10 Job Hunting Mistakes To Avoid
Looking for a job can be one of the most stressful times in a person’s life, and they’re not alone. According to the Bureau of Labor Statistics, 7.4 million Americans were unemployed and looking for jobs in May 2016. While trying to help yourself stand out against the competition, there are a few common mistakes job seekers make that make many hiring managers cringe. Here are a few to avoid…
Thesaurus Overload: You can create a resume that sounds intelligent without using words bigger than you. Use the thesaurus for keyword inspiration and variations, but leave out the words that sound like you’re trying too hard.
Being Too Negative: Do ask about why the person who used to fill the position left the job, but don’t ask about the most common complaint about the job. That’s completely subjective anyway and makes a negative impression.
When You’re a Pushy Patty: Persistence is only a virtue if it’s not irritating, so hold back on the aggressive follow-ups. Getting in touch with the hiring manager excessively makes you seem desperate.
Not Managing Your Online Profile: How many times do they have to say it? Hiring managers will look up all of your online profiles, and yes, they will look through your pictures. Don’t be a disappointment and waste their time; clean up your online presence.
Sharing Too Much: If you need to pick up your kids every Wednesday at 5:30 on the dot, don’t mention it in the first interview. If you’re the right candidate, you can work out schedule nuances later. Don’t jump the gun and share too much about your personal life.

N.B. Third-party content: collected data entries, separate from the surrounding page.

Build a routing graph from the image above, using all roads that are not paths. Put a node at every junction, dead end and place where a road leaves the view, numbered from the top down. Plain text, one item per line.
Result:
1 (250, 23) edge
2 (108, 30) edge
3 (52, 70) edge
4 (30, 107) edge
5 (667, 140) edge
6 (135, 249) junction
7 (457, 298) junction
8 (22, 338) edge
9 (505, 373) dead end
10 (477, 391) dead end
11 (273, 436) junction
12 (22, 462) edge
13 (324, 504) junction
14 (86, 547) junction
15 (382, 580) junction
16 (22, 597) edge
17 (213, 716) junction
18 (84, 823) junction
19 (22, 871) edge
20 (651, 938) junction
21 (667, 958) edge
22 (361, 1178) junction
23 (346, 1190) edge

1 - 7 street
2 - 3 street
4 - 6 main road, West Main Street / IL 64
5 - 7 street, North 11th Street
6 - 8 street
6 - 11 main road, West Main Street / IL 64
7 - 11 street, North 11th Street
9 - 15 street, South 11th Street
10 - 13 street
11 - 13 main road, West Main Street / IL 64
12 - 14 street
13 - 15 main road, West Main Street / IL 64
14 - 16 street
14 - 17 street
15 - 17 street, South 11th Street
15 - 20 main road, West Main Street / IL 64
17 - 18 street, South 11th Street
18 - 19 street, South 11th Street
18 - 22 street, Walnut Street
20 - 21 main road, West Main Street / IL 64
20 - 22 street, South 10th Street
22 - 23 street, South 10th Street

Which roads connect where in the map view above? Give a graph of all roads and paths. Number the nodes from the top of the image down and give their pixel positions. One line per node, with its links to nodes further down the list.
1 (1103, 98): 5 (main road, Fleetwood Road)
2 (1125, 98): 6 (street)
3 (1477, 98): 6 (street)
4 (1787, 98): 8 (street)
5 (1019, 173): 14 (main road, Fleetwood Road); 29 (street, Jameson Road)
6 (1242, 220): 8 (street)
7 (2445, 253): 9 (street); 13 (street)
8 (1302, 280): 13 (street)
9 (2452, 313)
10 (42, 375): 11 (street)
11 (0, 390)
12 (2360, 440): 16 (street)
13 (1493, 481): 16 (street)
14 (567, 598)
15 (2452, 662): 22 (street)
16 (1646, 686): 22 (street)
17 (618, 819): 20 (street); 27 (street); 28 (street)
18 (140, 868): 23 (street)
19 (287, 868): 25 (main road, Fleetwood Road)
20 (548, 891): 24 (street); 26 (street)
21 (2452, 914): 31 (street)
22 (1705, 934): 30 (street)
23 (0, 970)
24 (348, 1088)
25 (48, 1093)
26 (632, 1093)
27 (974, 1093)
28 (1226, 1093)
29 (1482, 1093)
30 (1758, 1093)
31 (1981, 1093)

Making Sloppy Mistakes: You wouldn’t believe how often applicants make sloppy and obvious mistakes, like putting the incorrect company name on the cover letter and getting the title wrong for the job they’re after. Errors like these are turnoffs for hiring managers.
Feeling Too Comfortable: Even if the hiring manager appears to be around your age, do not treat her like she’s your pal. Friendly small talk is encouraged to break the ice and show some personality, but don’t compliment her complexion and ask for skincare tips.
Assuming You Have the Job: Certain questions give the impression that you think you already have the job, like asking where your desk would be located and how every minute of every day will be spent.
Exaggeration: There are plenty of ways applicants make themselves seem more perfect than they actually are. But total, obvious exaggeration, like saying you read through one book every day, is telling the hiring manager she’s too naive to pick out a lie.
TMI About Your Current Position: When you’re asked about the duties you have at your current job, do not describe your actions from the minute you get in until the minute you leave. Describing your fax-sending abilities does not sell your skills; giving examples of the way issues come up and how you deal with them does.